• MATERIAL PROVIDED:
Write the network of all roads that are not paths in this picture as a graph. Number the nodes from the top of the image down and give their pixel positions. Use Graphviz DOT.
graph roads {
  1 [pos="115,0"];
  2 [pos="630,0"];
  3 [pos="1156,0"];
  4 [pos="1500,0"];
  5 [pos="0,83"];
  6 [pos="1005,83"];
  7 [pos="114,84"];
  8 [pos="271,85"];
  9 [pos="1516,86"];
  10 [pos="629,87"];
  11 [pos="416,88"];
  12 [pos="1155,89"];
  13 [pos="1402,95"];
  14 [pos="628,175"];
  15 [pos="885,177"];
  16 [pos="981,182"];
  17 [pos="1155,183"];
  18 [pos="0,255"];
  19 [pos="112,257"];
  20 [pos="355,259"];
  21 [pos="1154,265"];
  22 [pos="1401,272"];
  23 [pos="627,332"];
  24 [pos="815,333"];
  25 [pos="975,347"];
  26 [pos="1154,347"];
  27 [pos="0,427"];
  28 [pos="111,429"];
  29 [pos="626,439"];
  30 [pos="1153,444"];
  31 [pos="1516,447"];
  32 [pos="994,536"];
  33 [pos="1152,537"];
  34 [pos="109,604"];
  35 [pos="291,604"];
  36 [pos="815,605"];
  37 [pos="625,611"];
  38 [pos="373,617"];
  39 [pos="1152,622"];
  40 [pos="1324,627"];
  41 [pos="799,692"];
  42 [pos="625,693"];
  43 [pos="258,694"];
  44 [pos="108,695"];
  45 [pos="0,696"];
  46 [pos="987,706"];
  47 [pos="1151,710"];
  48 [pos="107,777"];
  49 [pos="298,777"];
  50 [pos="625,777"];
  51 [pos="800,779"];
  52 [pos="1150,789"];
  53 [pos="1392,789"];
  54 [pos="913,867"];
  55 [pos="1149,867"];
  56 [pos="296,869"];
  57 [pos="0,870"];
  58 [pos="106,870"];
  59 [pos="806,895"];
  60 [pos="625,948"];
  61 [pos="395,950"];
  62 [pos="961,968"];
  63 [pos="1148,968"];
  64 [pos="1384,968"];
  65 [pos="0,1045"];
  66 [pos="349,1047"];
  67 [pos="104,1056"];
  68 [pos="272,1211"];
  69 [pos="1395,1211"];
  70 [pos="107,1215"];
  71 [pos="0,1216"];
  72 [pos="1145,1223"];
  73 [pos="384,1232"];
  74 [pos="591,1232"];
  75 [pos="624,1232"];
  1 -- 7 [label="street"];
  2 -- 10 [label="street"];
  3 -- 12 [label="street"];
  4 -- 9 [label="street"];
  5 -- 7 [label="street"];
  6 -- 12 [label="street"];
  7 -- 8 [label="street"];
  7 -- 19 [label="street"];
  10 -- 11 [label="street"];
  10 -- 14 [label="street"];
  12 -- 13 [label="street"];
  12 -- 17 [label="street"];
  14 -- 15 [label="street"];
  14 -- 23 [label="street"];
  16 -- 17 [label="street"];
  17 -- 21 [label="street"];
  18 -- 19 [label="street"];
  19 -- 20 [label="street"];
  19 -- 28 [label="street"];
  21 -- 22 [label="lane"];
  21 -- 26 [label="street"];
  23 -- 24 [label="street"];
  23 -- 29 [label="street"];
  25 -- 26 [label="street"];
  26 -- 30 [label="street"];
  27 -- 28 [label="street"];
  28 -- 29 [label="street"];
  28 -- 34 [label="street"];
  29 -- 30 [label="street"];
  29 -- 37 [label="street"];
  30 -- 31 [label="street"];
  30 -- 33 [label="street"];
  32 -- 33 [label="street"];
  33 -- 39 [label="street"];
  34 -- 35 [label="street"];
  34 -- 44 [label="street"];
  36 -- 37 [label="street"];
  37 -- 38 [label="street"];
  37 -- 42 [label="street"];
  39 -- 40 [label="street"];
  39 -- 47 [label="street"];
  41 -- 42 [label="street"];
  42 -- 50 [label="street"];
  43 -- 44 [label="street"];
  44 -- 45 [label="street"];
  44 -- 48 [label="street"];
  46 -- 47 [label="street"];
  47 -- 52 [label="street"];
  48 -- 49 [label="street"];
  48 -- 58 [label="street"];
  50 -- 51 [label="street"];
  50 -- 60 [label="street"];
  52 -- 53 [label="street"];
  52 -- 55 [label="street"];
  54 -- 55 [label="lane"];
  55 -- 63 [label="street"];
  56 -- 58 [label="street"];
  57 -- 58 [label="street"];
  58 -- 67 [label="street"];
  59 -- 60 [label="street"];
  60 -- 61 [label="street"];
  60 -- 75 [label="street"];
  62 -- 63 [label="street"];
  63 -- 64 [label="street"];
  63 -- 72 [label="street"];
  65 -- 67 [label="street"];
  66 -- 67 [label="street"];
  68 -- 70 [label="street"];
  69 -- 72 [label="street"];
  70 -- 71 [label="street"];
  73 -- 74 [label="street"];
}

• WORK TO BE COMPLETED:
Please repeat all the records above exactly as they appear.

• RESULT OF THIS EXERCISE:
Write the network of all roads that are not paths in this picture as a graph. Number the nodes from the top of the image down and give their pixel positions. Use Graphviz DOT.
graph roads {
  1 [pos="115,0"];
  2 [pos="630,0"];
  3 [pos="1156,0"];
  4 [pos="1500,0"];
  5 [pos="0,83"];
  6 [pos="1005,83"];
  7 [pos="114,84"];
  8 [pos="271,85"];
  9 [pos="1516,86"];
  10 [pos="629,87"];
  11 [pos="416,88"];
  12 [pos="1155,89"];
  13 [pos="1402,95"];
  14 [pos="628,175"];
  15 [pos="885,177"];
  16 [pos="981,182"];
  17 [pos="1155,183"];
  18 [pos="0,255"];
  19 [pos="112,257"];
  20 [pos="355,259"];
  21 [pos="1154,265"];
  22 [pos="1401,272"];
  23 [pos="627,332"];
  24 [pos="815,333"];
  25 [pos="975,347"];
  26 [pos="1154,347"];
  27 [pos="0,427"];
  28 [pos="111,429"];
  29 [pos="626,439"];
  30 [pos="1153,444"];
  31 [pos="1516,447"];
  32 [pos="994,536"];
  33 [pos="1152,537"];
  34 [pos="109,604"];
  35 [pos="291,604"];
  36 [pos="815,605"];
  37 [pos="625,611"];
  38 [pos="373,617"];
  39 [pos="1152,622"];
  40 [pos="1324,627"];
  41 [pos="799,692"];
  42 [pos="625,693"];
  43 [pos="258,694"];
  44 [pos="108,695"];
  45 [pos="0,696"];
  46 [pos="987,706"];
  47 [pos="1151,710"];
  48 [pos="107,777"];
  49 [pos="298,777"];
  50 [pos="625,777"];
  51 [pos="800,779"];
  52 [pos="1150,789"];
  53 [pos="1392,789"];
  54 [pos="913,867"];
  55 [pos="1149,867"];
  56 [pos="296,869"];
  57 [pos="0,870"];
  58 [pos="106,870"];
  59 [pos="806,895"];
  60 [pos="625,948"];
  61 [pos="395,950"];
  62 [pos="961,968"];
  63 [pos="1148,968"];
  64 [pos="1384,968"];
  65 [pos="0,1045"];
  66 [pos="349,1047"];
  67 [pos="104,1056"];
  68 [pos="272,1211"];
  69 [pos="1395,1211"];
  70 [pos="107,1215"];
  71 [pos="0,1216"];
  72 [pos="1145,1223"];
  73 [pos="384,1232"];
  74 [pos="591,1232"];
  75 [pos="624,1232"];
  1 -- 7 [label="street"];
  2 -- 10 [label="street"];
  3 -- 12 [label="street"];
  4 -- 9 [label="street"];
  5 -- 7 [label="street"];
  6 -- 12 [label="street"];
  7 -- 8 [label="street"];
  7 -- 19 [label="street"];
  10 -- 11 [label="street"];
  10 -- 14 [label="street"];
  12 -- 13 [label="street"];
  12 -- 17 [label="street"];
  14 -- 15 [label="street"];
  14 -- 23 [label="street"];
  16 -- 17 [label="street"];
  17 -- 21 [label="street"];
  18 -- 19 [label="street"];
  19 -- 20 [label="street"];
  19 -- 28 [label="street"];
  21 -- 22 [label="lane"];
  21 -- 26 [label="street"];
  23 -- 24 [label="street"];
  23 -- 29 [label="street"];
  25 -- 26 [label="street"];
  26 -- 30 [label="street"];
  27 -- 28 [label="street"];
  28 -- 29 [label="street"];
  28 -- 34 [label="street"];
  29 -- 30 [label="street"];
  29 -- 37 [label="street"];
  30 -- 31 [label="street"];
  30 -- 33 [label="street"];
  32 -- 33 [label="street"];
  33 -- 39 [label="street"];
  34 -- 35 [label="street"];
  34 -- 44 [label="street"];
  36 -- 37 [label="street"];
  37 -- 38 [label="street"];
  37 -- 42 [label="street"];
  39 -- 40 [label="street"];
  39 -- 47 [label="street"];
  41 -- 42 [label="street"];
  42 -- 50 [label="street"];
  43 -- 44 [label="street"];
  44 -- 45 [label="street"];
  44 -- 48 [label="street"];
  46 -- 47 [label="street"];
  47 -- 52 [label="street"];
  48 -- 49 [label="street"];
  48 -- 58 [label="street"];
  50 -- 51 [label="street"];
  50 -- 60 [label="street"];
  52 -- 53 [label="street"];
  52 -- 55 [label="street"];
  54 -- 55 [label="lane"];
  55 -- 63 [label="street"];
  56 -- 58 [label="street"];
  57 -- 58 [label="street"];
  58 -- 67 [label="street"];
  59 -- 60 [label="street"];
  60 -- 61 [label="street"];
  60 -- 75 [label="street"];
  62 -- 63 [label="street"];
  63 -- 64 [label="street"];
  63 -- 72 [label="street"];
  65 -- 67 [label="street"];
  66 -- 67 [label="street"];
  68 -- 70 [label="street"];
  69 -- 72 [label="street"];
  70 -- 71 [label="street"];
  73 -- 74 [label="street"];
}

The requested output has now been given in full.